Im HV Westfalen hat man für den Nachwuchs in den Jugend-Oberligen den Spielbetrieb bis Ende Juni noch nicht abgeschrieben. Für ein Angebot gibt es nun zwei Denkmodelle.

Kreisgebiet – Wie und wann geht es für den Handball-Nachwuchs weiter? Beide Fragen sind offen, der Verband hat allerdings seine neuesten Pläne öffentlich kundgetan.

Der HV Westfalen stellt vor dem Hintergrund der aktuellen politischen Beschlüsse, der geltenden Corona-Schutzverordnung und der in Aussicht gestellten Öffnungsstufen fest, dass die Rückkehr des Nachwuchses zu einem normalen Trainingsbetrieb weiterhin im Vordergrund stehe. Frühestens sei dies zum 5. April möglich, unterliege aber der weiteren unsicheren Entwicklung der Pandemie.

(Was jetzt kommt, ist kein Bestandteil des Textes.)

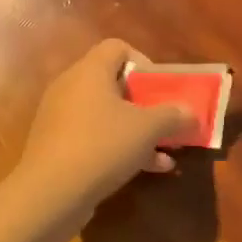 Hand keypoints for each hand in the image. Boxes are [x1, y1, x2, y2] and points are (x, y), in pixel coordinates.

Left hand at [9, 39, 195, 221]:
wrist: (50, 194)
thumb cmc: (102, 146)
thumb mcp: (148, 129)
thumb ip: (173, 116)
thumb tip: (191, 112)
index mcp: (89, 71)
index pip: (117, 47)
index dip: (144, 61)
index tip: (161, 88)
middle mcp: (70, 87)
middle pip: (113, 83)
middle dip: (145, 102)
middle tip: (165, 120)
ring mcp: (60, 118)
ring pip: (106, 115)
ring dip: (136, 130)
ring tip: (165, 150)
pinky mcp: (56, 146)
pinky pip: (94, 138)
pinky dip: (118, 148)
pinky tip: (147, 169) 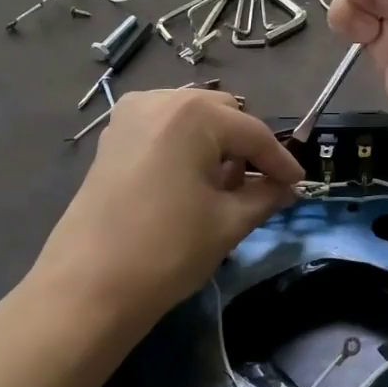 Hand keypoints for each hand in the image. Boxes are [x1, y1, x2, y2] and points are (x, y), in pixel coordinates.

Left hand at [33, 89, 302, 332]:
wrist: (89, 286)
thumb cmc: (168, 249)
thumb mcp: (228, 222)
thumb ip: (265, 196)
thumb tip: (287, 188)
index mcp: (193, 114)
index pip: (252, 132)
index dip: (280, 160)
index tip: (299, 184)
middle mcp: (161, 100)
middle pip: (221, 115)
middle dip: (246, 148)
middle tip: (262, 185)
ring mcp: (130, 116)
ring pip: (192, 120)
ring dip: (216, 145)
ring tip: (227, 186)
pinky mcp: (113, 138)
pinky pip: (164, 130)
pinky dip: (186, 147)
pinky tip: (192, 181)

Der Verantwortlichen im Nachwuchsbereich des HV Westfalen um den Vizepräsidenten Jugend, Patrick Puls, sehen es weiterhin als ihren Auftrag an, den Jugendlichen bis zum 30. Juni einen – wenn auch verkürzten Spielbetrieb – anzubieten, wenn dies wieder möglich sein sollte. Dazu bleibe man, so Puls, im Austausch mit den Vereinen der Jugend-Oberligen.

HV Westfalen: Zwei Optionen für Spielbetrieb der Jugend bis zum Sommer

Für die Jugend-Oberligen haben sich aus dem Altkreis Lüdenscheid Teams der SGSH Dragons und der HSV Plettenberg-Werdohl qualifiziert. Was nun auf sie wartet, ist offen. Puls betont, dass es bei möglichen Spielen irgendwann nach Ostern nicht um einen regulären Spielbetrieb und auch nicht um ein Modell zum Ausspielen von Meisterschaften handele. Eher schon gehe es um ein freiwilliges, leistungshomogenes Spielangebot, um die Rückkehr zum Spielen zu ermöglichen und den Jugendlichen ein Ziel zu bieten.

Der HV Westfalen überlegt dabei, die freiwillige Runde entweder im Rahmen der alten Jahrgangskonstellation der Saison 20/21 oder aber bereits in den neuen Jahrgangsteams der Saison 21/22 anzubieten. Ein Entscheidung dazu ist noch nicht gefallen. Eine konkrete Planung und Abfrage bei den Vereinen soll erst erfolgen, wenn wieder ein normaler Trainingsbetrieb möglich ist.